RECORDS FOR THE TASK below:

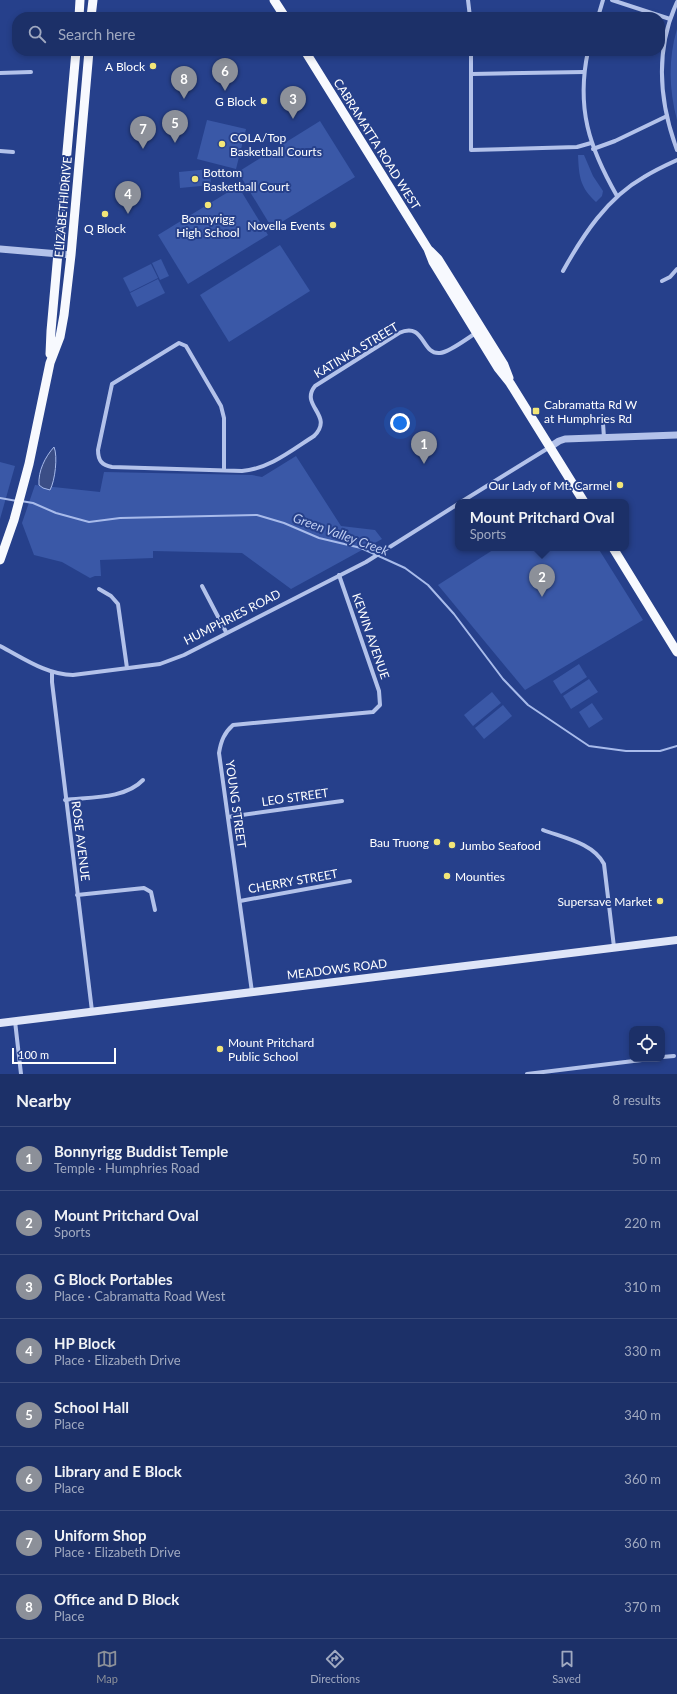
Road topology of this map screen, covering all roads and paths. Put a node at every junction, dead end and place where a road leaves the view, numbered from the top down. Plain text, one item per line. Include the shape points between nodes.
1 (80, 0) edge
2 (93, 0) edge
3 (274, 0) edge
4 (468, 0) edge
5 (603, 0) edge
6 (612, 0) edge
7 (677, 2) edge
8 (79, 12) edge
9 (92, 12) edge
10 (282, 12) edge
11 (469, 12) edge
12 (599, 12) edge
13 (649, 12) edge
14 (665, 17) edge
15 (670, 19) junction
16 (665, 45) edge
17 (76, 56) edge
18 (89, 56) edge
19 (309, 56) edge
20 (471, 56) edge
21 (587, 56) edge
22 (663, 56) edge
23 (31, 72) dead end
24 (584, 72) junction
25 (0, 73) edge
26 (472, 74) junction
27 (667, 116) junction
28 (591, 143) junction
29 (593, 149) junction
30 (677, 150) edge
31 (0, 152) edge
32 (13, 152) dead end
33 (677, 160) edge
34 (617, 196) junction
35 (0, 249) edge
36 (428, 249) junction
37 (58, 254) junction
38 (71, 255) junction
39 (677, 269) edge
40 (563, 272) dead end
41 (662, 281) dead end
42 (476, 333) junction
43 (50, 363) junction
44 (510, 382) junction
45 (603, 423) dead end
46 (677, 435) edge
47 (604, 438) junction
48 (550, 447) junction
49 (224, 470) junction
50 (466, 499) edge
51 (582, 499) edge
52 (455, 506) edge
53 (615, 551) edge
54 (0, 560) edge
55 (339, 575) junction
56 (202, 586) dead end
57 (99, 589) dead end
58 (226, 632) junction
59 (0, 646) edge
60 (677, 652) edge
61 (127, 668) junction
62 (52, 672) junction
63 (380, 705) joint
64 (143, 780) dead end
65 (65, 800) junction
66 (342, 801) dead end
67 (228, 817) junction
68 (543, 830) dead end
69 (350, 881) dead end
70 (77, 895) junction
71 (240, 901) junction
72 (155, 910) dead end
73 (677, 940) edge
74 (614, 947) junction
75 (252, 992) junction
76 (92, 1012) junction
77 (15, 1021) junction
78 (0, 1023) edge
79 (674, 1056) dead end
80 (665, 1058) edge
81 (630, 1062) edge
82 (563, 1072) edge
83 (21, 1074) edge
84 (527, 1074) edge

1 - 8 main road
2 - 9 main road
3 - 10 main road
4 - 11 street
5 - 12 street
6 - 13 street
7 - 15 street
14 - 15 street
15 - 16 street
17 - 37 main road, ELIZABETH DRIVE
18 - 38 main road, ELIZABETH DRIVE
19 - 36 main road, CABRAMATTA ROAD WEST
20 - 26 street
21 - 24 street
22 - 27 street via 662,91
23 - 25 street
24 - 26 street
24 - 28 street via 584,104
26 - 28 street via 471,150 578,147
27 - 29 street
27 - 30 street
28 - 29 street
29 - 34 street
31 - 32 street
33 - 34 street via 644,176
34 - 40 street via 580,240
35 - 37 street
36 - 42 main road, CABRAMATTA ROAD WEST via 432,262
36 - 44 main road, CABRAMATTA ROAD WEST via 438,259 504,365
37 - 38 street
37 - 43 main road, ELIZABETH DRIVE
38 - 43 main road, ELIZABETH DRIVE via 60,337
39 - 41 street
42 - 44 main road, CABRAMATTA ROAD WEST
42 - 49 street, KATINKA STREET via 445,352 436,353 429,350 416,333 410,330 399,333 315,386 310,395 311,401 322,423 314,436 264,467 255,470
43 - 54 main road, ELIZABETH DRIVE via 22,491
44 - 48 main road, CABRAMATTA ROAD WEST
45 - 47 street
46 - 47 street
47 - 48 street via 565,439
48 - 50 street
48 - 51 main road, CABRAMATTA ROAD WEST
49 - 49 street, KATINKA STREET via 103,465 98,450 112,384 179,343 186,346 221,406 224,418
52 - 55 street, HUMPHRIES ROAD via 366,562
53 - 60 main road
55 - 58 street, HUMPHRIES ROAD
55 - 63 street, KEWIN AVENUE via 379,691
56 - 58 street
57 - 61 street via 118,604
58 - 61 street, HUMPHRIES ROAD via 160,664
59 - 62 street, HUMPHRIES ROAD
61 - 62 street, HUMPHRIES ROAD via 73,675
62 - 65 street, ROSE AVENUE
63 - 67 street, YOUNG STREET via 373,712 233,725 225,732 219,753
64 - 65 street via 133,789 121,794
65 - 70 street, ROSE AVENUE
66 - 67 street, LEO STREET
67 - 71 street, YOUNG STREET
68 - 74 street via 590,848 604,864
69 - 71 street, CHERRY STREET
70 - 72 street via 144,888 150,892
70 - 76 street, ROSE AVENUE
71 - 75 street, YOUNG STREET
73 - 74 main road, MEADOWS ROAD
74 - 75 main road, MEADOWS ROAD
75 - 76 main road, MEADOWS ROAD
76 - 77 main road, MEADOWS ROAD
77 - 78 main road, MEADOWS ROAD
77 - 83 street
79 - 80 street
81 - 82 street
82 - 84 street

End of RECORDS FOR THE TASK.

Every line of the listing should be repeated exactly; no picture should appear.

Road topology of this map screen, covering all roads and paths. Put a node at every junction, dead end and place where a road leaves the view, numbered from the top down. Plain text, one item per line. Include the shape points between nodes.
1 (80, 0) edge
2 (93, 0) edge
3 (274, 0) edge
4 (468, 0) edge
5 (603, 0) edge
6 (612, 0) edge
7 (677, 2) edge
8 (79, 12) edge
9 (92, 12) edge
10 (282, 12) edge
11 (469, 12) edge
12 (599, 12) edge
13 (649, 12) edge
14 (665, 17) edge
15 (670, 19) junction
16 (665, 45) edge
17 (76, 56) edge
18 (89, 56) edge
19 (309, 56) edge
20 (471, 56) edge
21 (587, 56) edge
22 (663, 56) edge
23 (31, 72) dead end
24 (584, 72) junction
25 (0, 73) edge
26 (472, 74) junction
27 (667, 116) junction
28 (591, 143) junction
29 (593, 149) junction
30 (677, 150) edge
31 (0, 152) edge
32 (13, 152) dead end
33 (677, 160) edge
34 (617, 196) junction
35 (0, 249) edge
36 (428, 249) junction
37 (58, 254) junction
38 (71, 255) junction
39 (677, 269) edge
40 (563, 272) dead end
41 (662, 281) dead end
42 (476, 333) junction
43 (50, 363) junction
44 (510, 382) junction
45 (603, 423) dead end
46 (677, 435) edge
47 (604, 438) junction
48 (550, 447) junction
49 (224, 470) junction
50 (466, 499) edge
51 (582, 499) edge
52 (455, 506) edge
53 (615, 551) edge
54 (0, 560) edge
55 (339, 575) junction
56 (202, 586) dead end
57 (99, 589) dead end
58 (226, 632) junction
59 (0, 646) edge
60 (677, 652) edge
61 (127, 668) junction
62 (52, 672) junction
63 (380, 705) joint
64 (143, 780) dead end
65 (65, 800) junction
66 (342, 801) dead end
67 (228, 817) junction
68 (543, 830) dead end
69 (350, 881) dead end
70 (77, 895) junction
71 (240, 901) junction
72 (155, 910) dead end
73 (677, 940) edge
74 (614, 947) junction
75 (252, 992) junction
76 (92, 1012) junction
77 (15, 1021) junction
78 (0, 1023) edge
79 (674, 1056) dead end
80 (665, 1058) edge
81 (630, 1062) edge
82 (563, 1072) edge
83 (21, 1074) edge
84 (527, 1074) edge

1 - 8 main road
2 - 9 main road
3 - 10 main road
4 - 11 street
5 - 12 street
6 - 13 street
7 - 15 street
14 - 15 street
15 - 16 street
17 - 37 main road, ELIZABETH DRIVE
18 - 38 main road, ELIZABETH DRIVE
19 - 36 main road, CABRAMATTA ROAD WEST
20 - 26 street
21 - 24 street
22 - 27 street via 662,91
23 - 25 street
24 - 26 street
24 - 28 street via 584,104
26 - 28 street via 471,150 578,147
27 - 29 street
27 - 30 street
28 - 29 street
29 - 34 street
31 - 32 street
33 - 34 street via 644,176
34 - 40 street via 580,240
35 - 37 street
36 - 42 main road, CABRAMATTA ROAD WEST via 432,262
36 - 44 main road, CABRAMATTA ROAD WEST via 438,259 504,365
37 - 38 street
37 - 43 main road, ELIZABETH DRIVE
38 - 43 main road, ELIZABETH DRIVE via 60,337
39 - 41 street
42 - 44 main road, CABRAMATTA ROAD WEST
42 - 49 street, KATINKA STREET via 445,352 436,353 429,350 416,333 410,330 399,333 315,386 310,395 311,401 322,423 314,436 264,467 255,470
43 - 54 main road, ELIZABETH DRIVE via 22,491
44 - 48 main road, CABRAMATTA ROAD WEST
45 - 47 street
46 - 47 street
47 - 48 street via 565,439
48 - 50 street
48 - 51 main road, CABRAMATTA ROAD WEST
49 - 49 street, KATINKA STREET via 103,465 98,450 112,384 179,343 186,346 221,406 224,418
52 - 55 street, HUMPHRIES ROAD via 366,562
53 - 60 main road
55 - 58 street, HUMPHRIES ROAD
55 - 63 street, KEWIN AVENUE via 379,691
56 - 58 street
57 - 61 street via 118,604
58 - 61 street, HUMPHRIES ROAD via 160,664
59 - 62 street, HUMPHRIES ROAD
61 - 62 street, HUMPHRIES ROAD via 73,675
62 - 65 street, ROSE AVENUE
63 - 67 street, YOUNG STREET via 373,712 233,725 225,732 219,753
64 - 65 street via 133,789 121,794
65 - 70 street, ROSE AVENUE
66 - 67 street, LEO STREET
67 - 71 street, YOUNG STREET
68 - 74 street via 590,848 604,864
69 - 71 street, CHERRY STREET
70 - 72 street via 144,888 150,892
70 - 76 street, ROSE AVENUE
71 - 75 street, YOUNG STREET
73 - 74 main road, MEADOWS ROAD
74 - 75 main road, MEADOWS ROAD
75 - 76 main road, MEADOWS ROAD
76 - 77 main road, MEADOWS ROAD
77 - 78 main road, MEADOWS ROAD
77 - 83 street
79 - 80 street
81 - 82 street
82 - 84 street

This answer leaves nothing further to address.